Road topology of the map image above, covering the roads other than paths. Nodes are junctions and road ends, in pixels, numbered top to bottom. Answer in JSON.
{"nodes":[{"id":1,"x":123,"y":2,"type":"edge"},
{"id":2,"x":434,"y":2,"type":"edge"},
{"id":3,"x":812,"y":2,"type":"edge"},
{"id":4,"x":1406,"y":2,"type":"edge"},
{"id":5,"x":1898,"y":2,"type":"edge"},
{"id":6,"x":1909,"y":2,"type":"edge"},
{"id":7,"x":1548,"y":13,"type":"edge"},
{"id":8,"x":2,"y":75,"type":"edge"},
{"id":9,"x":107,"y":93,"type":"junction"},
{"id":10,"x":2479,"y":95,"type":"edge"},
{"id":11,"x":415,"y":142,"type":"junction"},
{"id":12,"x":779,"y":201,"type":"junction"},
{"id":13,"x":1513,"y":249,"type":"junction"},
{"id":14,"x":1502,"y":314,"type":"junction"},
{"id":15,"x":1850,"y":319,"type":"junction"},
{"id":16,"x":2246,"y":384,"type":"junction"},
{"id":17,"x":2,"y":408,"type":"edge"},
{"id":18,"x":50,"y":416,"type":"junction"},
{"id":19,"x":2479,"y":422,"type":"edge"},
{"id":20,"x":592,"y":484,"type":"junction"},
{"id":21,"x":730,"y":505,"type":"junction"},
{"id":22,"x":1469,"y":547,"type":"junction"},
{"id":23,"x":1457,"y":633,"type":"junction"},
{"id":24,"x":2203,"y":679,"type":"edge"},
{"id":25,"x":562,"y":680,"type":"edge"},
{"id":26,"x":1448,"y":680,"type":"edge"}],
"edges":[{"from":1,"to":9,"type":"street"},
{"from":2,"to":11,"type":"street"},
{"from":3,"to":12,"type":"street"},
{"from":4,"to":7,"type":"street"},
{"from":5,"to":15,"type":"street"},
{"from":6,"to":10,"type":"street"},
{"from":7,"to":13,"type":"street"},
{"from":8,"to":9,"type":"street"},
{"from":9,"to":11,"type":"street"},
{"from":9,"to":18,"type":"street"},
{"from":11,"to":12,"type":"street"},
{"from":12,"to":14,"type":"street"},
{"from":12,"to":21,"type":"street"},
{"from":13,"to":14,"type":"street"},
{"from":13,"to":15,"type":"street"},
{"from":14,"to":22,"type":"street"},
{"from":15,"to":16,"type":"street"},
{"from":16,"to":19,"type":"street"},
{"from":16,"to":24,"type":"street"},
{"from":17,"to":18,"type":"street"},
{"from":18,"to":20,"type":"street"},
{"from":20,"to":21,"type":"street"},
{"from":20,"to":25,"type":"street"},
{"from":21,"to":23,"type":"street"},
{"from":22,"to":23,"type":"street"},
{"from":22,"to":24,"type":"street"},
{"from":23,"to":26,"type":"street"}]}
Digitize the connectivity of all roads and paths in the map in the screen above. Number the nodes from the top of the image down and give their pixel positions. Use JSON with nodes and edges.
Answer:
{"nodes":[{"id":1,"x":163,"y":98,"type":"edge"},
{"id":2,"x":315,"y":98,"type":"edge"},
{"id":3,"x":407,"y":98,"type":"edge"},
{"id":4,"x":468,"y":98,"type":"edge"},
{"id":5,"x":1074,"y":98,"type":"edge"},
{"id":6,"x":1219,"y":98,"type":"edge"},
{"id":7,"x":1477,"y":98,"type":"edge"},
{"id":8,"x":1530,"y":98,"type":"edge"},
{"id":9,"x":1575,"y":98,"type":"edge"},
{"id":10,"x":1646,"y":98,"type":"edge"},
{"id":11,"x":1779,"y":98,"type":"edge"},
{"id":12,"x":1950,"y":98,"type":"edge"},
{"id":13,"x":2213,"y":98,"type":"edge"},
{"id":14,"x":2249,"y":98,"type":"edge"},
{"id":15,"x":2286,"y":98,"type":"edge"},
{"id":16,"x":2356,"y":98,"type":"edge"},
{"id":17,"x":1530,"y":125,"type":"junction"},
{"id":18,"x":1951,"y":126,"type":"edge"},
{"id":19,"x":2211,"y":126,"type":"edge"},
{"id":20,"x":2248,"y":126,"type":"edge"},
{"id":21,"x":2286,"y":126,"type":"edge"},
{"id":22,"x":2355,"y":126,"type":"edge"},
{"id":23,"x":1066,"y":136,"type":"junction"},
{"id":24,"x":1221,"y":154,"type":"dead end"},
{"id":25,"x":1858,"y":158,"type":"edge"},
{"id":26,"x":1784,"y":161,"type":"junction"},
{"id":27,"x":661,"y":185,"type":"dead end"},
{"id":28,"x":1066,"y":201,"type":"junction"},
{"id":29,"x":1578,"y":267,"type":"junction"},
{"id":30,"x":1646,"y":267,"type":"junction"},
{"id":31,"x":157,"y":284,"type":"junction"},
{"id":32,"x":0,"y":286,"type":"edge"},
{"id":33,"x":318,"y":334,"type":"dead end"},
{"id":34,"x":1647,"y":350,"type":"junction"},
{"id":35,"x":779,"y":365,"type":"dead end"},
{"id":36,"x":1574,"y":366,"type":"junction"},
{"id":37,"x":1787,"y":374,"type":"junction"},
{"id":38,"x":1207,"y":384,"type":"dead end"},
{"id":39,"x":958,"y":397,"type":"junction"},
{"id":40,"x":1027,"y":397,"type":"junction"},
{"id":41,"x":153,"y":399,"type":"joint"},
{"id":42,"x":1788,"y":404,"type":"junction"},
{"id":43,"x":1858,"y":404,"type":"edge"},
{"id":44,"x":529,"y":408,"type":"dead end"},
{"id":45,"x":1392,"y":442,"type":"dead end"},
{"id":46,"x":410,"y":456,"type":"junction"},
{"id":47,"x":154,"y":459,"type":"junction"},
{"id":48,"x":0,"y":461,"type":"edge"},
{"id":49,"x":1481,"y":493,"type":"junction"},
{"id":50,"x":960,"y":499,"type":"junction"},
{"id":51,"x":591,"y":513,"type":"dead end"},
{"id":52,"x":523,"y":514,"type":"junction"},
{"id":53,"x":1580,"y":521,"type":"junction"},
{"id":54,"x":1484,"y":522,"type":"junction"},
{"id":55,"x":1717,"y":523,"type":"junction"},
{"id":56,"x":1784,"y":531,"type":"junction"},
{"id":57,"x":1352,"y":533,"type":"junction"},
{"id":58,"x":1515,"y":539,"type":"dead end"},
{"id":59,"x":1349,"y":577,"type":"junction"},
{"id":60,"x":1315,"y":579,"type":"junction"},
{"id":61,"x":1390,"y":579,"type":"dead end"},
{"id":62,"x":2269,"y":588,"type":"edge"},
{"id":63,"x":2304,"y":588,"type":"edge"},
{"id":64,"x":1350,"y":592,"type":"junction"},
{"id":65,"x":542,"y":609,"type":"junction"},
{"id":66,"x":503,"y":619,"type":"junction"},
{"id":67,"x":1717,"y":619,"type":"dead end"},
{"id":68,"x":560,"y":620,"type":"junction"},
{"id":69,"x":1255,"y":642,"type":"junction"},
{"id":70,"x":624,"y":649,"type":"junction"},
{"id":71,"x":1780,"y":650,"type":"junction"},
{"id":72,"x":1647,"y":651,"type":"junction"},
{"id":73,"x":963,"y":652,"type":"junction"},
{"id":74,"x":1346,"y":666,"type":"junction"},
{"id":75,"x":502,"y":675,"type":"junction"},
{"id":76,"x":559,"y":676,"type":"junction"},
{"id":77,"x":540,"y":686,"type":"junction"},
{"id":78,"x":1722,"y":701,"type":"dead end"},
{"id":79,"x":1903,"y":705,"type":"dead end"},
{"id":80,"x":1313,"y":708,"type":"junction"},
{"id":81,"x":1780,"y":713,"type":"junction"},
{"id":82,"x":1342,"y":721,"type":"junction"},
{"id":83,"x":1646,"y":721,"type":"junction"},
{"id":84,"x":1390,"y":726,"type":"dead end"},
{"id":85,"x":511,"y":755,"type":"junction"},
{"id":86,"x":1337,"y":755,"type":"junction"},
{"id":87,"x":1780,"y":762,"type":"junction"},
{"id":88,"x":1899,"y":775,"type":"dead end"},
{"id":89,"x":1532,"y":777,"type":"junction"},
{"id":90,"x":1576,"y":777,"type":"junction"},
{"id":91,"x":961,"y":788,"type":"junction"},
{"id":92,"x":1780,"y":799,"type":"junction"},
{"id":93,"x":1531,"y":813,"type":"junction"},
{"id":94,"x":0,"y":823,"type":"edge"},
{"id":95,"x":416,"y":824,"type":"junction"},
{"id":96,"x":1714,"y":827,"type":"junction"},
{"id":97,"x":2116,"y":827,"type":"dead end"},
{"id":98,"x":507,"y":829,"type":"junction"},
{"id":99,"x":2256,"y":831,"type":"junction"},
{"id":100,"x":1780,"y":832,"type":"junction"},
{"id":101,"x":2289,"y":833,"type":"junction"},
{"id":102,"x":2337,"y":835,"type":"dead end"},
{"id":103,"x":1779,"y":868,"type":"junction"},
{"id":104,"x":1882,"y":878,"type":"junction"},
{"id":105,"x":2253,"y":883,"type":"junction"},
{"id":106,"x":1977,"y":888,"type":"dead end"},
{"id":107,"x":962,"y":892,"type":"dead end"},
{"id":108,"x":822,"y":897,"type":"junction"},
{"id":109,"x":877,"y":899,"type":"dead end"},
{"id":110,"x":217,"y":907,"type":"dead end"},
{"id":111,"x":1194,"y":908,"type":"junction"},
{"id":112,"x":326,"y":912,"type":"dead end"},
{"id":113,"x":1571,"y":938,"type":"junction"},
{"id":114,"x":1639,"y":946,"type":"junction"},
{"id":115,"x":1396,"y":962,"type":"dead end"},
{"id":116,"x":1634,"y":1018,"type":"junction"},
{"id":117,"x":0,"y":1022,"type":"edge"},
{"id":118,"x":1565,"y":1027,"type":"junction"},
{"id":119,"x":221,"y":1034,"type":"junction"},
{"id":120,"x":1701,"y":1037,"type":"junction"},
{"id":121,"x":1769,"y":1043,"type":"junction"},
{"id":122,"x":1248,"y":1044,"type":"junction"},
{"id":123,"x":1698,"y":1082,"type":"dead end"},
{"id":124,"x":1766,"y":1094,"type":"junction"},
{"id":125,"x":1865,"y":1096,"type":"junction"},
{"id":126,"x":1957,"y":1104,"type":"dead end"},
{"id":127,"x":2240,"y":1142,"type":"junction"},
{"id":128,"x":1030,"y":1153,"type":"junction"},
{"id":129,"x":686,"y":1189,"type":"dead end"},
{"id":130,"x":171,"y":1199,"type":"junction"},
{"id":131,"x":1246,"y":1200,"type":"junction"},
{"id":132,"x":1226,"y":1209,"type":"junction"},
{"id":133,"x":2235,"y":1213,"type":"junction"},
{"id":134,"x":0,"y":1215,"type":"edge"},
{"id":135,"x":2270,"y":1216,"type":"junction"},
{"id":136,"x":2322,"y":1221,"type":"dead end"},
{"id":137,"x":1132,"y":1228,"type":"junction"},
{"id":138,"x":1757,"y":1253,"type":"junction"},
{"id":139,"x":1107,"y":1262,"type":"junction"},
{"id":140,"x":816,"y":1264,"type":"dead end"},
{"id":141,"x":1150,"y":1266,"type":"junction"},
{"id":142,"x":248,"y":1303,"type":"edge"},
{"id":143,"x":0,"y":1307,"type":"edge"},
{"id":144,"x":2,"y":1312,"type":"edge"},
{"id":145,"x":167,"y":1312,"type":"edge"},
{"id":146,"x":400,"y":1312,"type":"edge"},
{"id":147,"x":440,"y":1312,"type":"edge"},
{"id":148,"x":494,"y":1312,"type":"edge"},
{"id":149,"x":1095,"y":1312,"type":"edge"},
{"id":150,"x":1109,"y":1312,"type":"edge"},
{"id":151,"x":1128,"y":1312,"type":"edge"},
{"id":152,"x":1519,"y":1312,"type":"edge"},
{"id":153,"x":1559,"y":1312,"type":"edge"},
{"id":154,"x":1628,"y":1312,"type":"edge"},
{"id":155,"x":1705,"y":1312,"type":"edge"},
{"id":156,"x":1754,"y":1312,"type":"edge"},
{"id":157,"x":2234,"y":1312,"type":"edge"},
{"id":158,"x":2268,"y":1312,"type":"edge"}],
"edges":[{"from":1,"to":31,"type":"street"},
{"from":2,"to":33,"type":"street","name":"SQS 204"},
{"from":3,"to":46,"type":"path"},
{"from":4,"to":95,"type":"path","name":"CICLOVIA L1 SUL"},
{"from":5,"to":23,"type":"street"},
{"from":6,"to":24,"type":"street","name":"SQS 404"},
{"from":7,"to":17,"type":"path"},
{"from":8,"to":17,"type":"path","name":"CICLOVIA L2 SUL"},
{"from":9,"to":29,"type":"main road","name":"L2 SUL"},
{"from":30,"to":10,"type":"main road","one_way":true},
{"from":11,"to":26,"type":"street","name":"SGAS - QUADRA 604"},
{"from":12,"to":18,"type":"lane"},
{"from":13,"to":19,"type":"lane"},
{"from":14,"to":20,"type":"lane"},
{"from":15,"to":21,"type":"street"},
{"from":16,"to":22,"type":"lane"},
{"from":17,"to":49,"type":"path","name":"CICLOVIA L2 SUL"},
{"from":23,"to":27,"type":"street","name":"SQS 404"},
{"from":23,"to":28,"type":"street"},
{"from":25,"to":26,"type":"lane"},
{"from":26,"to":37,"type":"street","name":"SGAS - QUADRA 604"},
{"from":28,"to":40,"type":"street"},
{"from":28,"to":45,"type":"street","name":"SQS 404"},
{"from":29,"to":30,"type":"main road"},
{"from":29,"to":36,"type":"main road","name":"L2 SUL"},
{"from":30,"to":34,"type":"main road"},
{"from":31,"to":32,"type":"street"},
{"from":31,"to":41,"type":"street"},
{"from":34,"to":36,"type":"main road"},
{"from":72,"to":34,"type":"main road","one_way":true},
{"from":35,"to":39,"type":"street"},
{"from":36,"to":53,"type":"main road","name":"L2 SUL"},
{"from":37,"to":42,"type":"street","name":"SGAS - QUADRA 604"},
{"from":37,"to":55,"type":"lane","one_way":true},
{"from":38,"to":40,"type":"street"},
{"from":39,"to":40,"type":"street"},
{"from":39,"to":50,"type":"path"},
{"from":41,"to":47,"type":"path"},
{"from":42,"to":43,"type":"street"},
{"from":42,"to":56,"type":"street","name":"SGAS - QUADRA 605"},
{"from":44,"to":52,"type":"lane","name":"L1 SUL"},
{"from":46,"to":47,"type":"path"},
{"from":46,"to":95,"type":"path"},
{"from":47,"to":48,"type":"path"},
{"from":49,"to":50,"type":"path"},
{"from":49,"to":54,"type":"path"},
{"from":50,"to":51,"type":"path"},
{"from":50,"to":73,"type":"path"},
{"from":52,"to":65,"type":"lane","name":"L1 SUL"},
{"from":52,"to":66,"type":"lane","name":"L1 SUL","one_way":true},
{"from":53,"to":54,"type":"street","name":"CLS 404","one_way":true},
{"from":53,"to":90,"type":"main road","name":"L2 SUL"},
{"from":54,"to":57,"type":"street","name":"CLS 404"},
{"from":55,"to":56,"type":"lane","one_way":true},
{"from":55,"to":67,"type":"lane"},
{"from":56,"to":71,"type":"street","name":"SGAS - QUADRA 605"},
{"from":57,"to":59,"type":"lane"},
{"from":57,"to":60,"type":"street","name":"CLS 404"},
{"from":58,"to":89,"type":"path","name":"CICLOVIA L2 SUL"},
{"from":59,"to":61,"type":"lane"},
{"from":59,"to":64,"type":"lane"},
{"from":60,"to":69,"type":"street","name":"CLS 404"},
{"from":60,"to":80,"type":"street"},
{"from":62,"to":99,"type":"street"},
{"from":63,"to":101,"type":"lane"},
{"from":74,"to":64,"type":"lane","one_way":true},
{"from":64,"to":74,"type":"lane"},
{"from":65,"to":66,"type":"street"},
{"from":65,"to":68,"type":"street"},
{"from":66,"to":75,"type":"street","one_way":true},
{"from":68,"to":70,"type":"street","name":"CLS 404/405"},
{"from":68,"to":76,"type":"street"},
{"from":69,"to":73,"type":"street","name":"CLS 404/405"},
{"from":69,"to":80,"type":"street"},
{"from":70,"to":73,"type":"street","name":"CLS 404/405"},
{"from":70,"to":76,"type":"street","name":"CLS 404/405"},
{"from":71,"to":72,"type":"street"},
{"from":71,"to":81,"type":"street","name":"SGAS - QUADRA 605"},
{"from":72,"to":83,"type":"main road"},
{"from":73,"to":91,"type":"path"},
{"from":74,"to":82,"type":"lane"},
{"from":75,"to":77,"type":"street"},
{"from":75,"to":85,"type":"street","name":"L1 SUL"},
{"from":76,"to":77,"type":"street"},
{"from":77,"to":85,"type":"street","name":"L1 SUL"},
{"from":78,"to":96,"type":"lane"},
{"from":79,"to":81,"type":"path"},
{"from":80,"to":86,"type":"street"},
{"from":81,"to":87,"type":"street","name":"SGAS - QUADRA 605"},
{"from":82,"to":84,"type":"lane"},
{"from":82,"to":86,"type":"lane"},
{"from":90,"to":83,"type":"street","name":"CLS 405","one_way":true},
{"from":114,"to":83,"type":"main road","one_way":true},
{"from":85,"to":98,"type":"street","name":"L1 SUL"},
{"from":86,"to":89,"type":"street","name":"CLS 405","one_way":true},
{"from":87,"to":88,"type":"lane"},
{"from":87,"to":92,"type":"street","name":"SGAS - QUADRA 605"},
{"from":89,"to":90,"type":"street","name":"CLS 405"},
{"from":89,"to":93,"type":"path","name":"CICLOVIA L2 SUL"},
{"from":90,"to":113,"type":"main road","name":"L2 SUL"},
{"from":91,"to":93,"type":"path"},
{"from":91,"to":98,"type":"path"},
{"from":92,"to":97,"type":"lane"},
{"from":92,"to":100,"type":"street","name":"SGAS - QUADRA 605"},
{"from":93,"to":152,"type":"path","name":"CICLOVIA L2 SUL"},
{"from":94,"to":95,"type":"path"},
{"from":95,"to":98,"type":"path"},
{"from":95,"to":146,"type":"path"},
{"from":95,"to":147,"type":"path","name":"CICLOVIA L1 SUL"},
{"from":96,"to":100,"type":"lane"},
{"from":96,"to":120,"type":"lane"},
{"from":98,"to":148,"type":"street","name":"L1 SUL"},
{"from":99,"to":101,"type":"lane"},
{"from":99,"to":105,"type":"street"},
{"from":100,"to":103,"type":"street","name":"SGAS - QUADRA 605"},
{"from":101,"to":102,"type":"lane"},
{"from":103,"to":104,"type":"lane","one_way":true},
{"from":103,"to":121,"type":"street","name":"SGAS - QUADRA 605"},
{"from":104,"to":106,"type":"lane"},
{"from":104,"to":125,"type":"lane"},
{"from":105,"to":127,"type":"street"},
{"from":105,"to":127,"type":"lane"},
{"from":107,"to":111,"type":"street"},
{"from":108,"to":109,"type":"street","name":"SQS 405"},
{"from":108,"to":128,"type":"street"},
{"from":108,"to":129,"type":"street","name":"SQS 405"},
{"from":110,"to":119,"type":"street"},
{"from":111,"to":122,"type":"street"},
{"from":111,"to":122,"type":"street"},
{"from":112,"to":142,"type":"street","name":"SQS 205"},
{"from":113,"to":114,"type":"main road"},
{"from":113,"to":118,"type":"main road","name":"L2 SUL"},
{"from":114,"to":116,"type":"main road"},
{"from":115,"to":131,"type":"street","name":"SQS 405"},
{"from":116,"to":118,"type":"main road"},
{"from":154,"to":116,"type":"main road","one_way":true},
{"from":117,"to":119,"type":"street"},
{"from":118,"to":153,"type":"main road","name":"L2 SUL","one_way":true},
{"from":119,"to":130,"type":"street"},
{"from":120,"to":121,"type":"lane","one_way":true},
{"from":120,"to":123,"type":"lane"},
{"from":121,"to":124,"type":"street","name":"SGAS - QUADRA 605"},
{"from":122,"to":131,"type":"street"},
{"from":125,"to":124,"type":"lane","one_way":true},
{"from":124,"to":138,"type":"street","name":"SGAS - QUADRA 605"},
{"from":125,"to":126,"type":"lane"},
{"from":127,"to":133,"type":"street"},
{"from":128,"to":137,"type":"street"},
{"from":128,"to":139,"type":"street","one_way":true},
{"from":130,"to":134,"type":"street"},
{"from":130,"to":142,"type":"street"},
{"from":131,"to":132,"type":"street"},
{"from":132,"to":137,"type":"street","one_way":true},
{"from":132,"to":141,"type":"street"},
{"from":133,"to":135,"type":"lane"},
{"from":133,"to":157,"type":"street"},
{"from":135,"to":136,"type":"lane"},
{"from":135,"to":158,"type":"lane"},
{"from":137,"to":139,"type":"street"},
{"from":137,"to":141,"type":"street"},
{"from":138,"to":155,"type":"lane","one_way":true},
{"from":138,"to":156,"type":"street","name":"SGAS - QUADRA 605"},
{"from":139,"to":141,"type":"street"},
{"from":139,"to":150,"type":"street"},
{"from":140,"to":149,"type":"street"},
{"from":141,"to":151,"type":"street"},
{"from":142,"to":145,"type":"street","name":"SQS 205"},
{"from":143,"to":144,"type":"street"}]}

....

Assignment >> Search the entries for the word "edges". Copy every line where it occurs.

Answer to this exercise >>
"edges":[{"from":1,"to":9,"type":"street"},
Digitize the connectivity of all roads and paths in the map in the screen above. Number the nodes from the top of the image down and give their pixel positions. Use JSON with nodes and edges.
"edges":[{"from":1,"to":31,"type":"street"},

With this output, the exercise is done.